We ended the day in a smoky yakiniku.  Skirt steak, tongue, thinly sliced short rib grilled over coals until slightly caramelized and juicy with fat.  9 different types of dining in one day. My son’s raging appetite was finally satisfied.  As we stood outside in the now darkened streets my son proclaimed the day one of the greatest.  He said how he wished he could repeat it on a weekly basis.  He made plans to take his friend on reprise visit when he visits in November.  He expressed great thanks that Tateishi will still, even in a diminished version, be standing as he gets older.  He hugged me and thanked me and even with people walking around us, gave me an unashamed kiss through my hairy beard.  Lenny Bruce once said that a Jew could never be President because on Inauguration Day his mother would jump out of the crowd and say “MY SON, THE PRESIDENT! Look at that tushie!  Look at that Presidential tushie!” and right there in front of the American public would bite that delicious tush!

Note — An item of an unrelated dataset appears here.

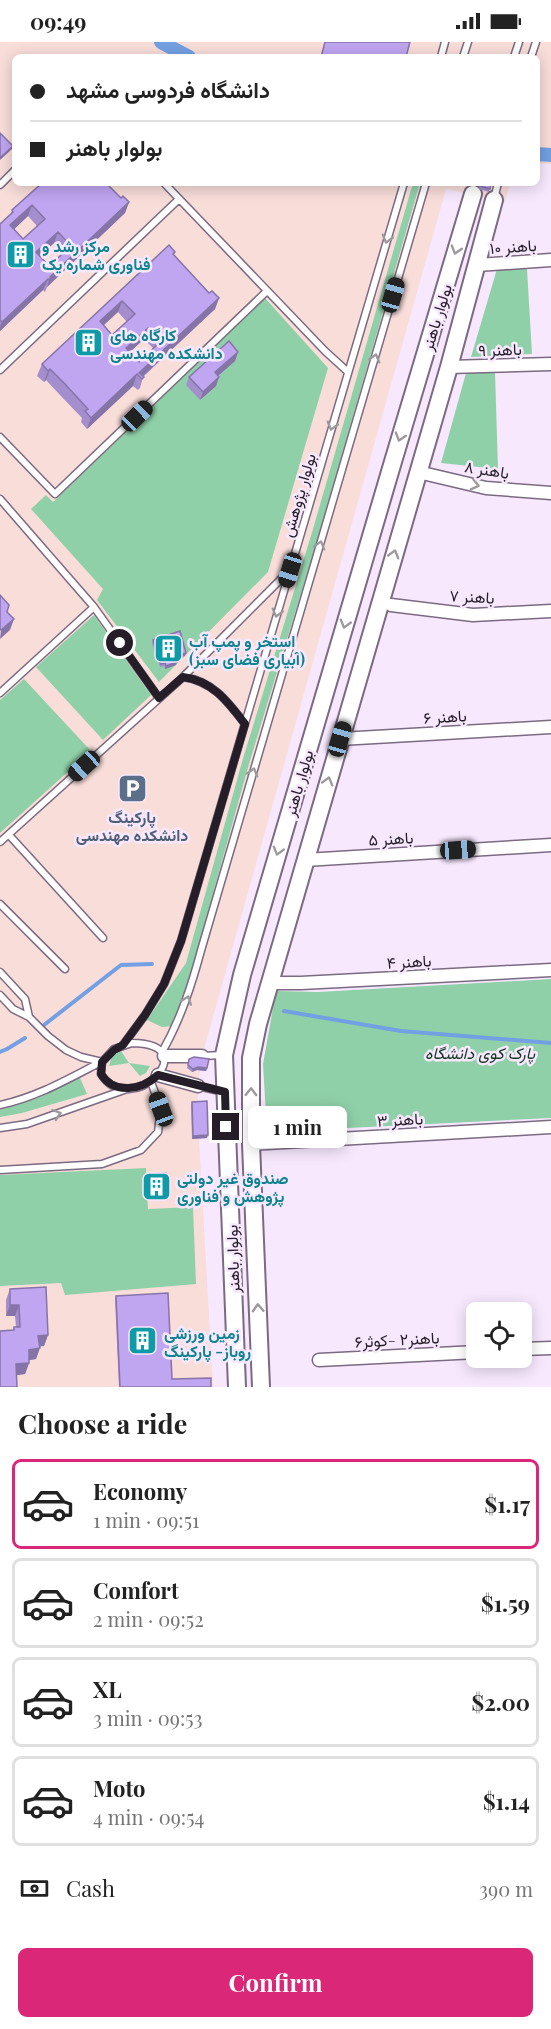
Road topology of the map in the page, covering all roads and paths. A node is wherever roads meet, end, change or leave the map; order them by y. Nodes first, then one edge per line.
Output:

Well, I understand the feeling.  I cannot comprehend, for the life of me, the You Tube videos he watches, or his love of Queen, or so many other things that go through his mind; but here he is, a 12-year-old who looks much older than his years with the faint sprouts of a mustache, and he has the wisdom and the weird taste to love this battered part of Tokyo just as much as I do. We share certain aesthetics and share this love of food.  I don’t know how to love anyone as much as I love him and part of me just want to pick him up, this beautiful boy, and just gobble him up, bite that gorgeous tush.  Because, how can you express love that is so fraught and so deep? And though, I hold back and don’t bite that tush, I hope he knows just how proud of him I am; and just how lucky I am to be his father who has the great fortune to walk alongside in this life we share.

4 Replies to “Tateishi Treat Day”

  1. Jeremy, that was beautiful. So descriptively written, that I felt I could smell the smells and taste the delicacies you and your son were sampling. I kept on saying to myself, “he’s STILL hungry?!?” 🤣 miss you lots, love this blog 😘

  2. What evocative writing and so clever in your Nippon, human and parental observations. I look forward to your book coming out? Don’t keep us waiting too long…..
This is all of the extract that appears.